C’est bien connu, le malheur des uns fait le bonheur des autres. Ségolène Royal, en déplacement mercredi 15 octobre en Gironde, nage en plein bonheur dans le bain de la tempête financière. Ainsi, selon l’ex candidate à la présidentielle, « la crise représente une occasion historique de définir le modèle social dont nous voulons », assure-t-elle lors de ce meeting devant un millier de militants du PS. Aidée d’un prompteur, la présidente de la région Poitou-Charentes déroule son « vive la crise ! » et voit même dans celle-ci « un premier effet bénéfique. » : la réhabilitation des nationalisations qui « constituaient un gros mot il y a seulement quelques semaines ».
Sans accorder de « quitus au gouvernement », Mme Royal se dit « prête à l’aider à réussir ». Mais pas sans conditions. Elle en énonce sept.
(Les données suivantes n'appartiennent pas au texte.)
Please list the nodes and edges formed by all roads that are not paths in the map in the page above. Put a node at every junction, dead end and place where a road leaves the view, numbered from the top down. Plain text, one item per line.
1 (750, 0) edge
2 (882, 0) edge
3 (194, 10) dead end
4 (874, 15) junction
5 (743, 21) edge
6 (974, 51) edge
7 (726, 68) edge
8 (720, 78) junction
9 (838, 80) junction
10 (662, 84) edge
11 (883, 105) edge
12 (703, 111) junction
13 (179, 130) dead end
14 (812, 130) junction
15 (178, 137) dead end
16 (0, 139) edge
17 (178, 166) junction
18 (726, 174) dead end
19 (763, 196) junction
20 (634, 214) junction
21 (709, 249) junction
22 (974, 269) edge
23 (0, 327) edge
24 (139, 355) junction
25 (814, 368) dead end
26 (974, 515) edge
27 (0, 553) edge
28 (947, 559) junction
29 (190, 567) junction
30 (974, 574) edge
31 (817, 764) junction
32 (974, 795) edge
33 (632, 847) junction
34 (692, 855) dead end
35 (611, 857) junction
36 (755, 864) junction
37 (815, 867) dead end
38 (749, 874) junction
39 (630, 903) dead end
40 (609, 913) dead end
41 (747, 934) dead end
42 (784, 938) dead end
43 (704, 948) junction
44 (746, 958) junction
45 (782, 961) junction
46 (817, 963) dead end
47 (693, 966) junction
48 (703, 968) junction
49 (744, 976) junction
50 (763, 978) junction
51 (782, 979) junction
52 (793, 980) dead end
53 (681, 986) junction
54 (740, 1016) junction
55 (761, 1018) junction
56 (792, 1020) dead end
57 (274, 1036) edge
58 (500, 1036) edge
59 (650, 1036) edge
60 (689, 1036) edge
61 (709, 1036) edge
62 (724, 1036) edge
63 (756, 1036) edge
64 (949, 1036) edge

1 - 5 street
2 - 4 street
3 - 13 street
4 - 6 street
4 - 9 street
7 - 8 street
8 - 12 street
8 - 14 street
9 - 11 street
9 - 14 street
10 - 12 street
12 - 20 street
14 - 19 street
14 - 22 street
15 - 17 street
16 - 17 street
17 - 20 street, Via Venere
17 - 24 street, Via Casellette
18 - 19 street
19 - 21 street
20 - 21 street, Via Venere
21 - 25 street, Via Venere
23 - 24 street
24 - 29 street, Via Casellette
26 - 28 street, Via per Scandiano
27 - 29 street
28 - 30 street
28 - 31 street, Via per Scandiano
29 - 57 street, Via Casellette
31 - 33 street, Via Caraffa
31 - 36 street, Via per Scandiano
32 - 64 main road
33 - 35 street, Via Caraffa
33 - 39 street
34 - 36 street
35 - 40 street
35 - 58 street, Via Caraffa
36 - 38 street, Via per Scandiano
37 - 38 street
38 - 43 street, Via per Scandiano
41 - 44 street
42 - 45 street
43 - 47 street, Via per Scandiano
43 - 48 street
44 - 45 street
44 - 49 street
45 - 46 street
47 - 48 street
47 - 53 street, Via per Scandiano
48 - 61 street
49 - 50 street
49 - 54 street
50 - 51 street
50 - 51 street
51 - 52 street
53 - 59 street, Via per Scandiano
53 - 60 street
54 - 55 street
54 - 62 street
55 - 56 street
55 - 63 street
Entre autres, que ces nationalisations partielles des banques « soient pérennes et non transitoires » et en appelle même à la constitution d’une « grande banque publique d’investissement ». La Poste fait aussi partie de son collimateur en réclamant l’abandon de sa privatisation.
Si lors de ce meeting le mot socialiste a été prononcé à maintes reprise, « un peu trop ? », plaisante-t-elle, Ségolène Royal n’est pas allée jusqu’à évoquer le congrès de Reims.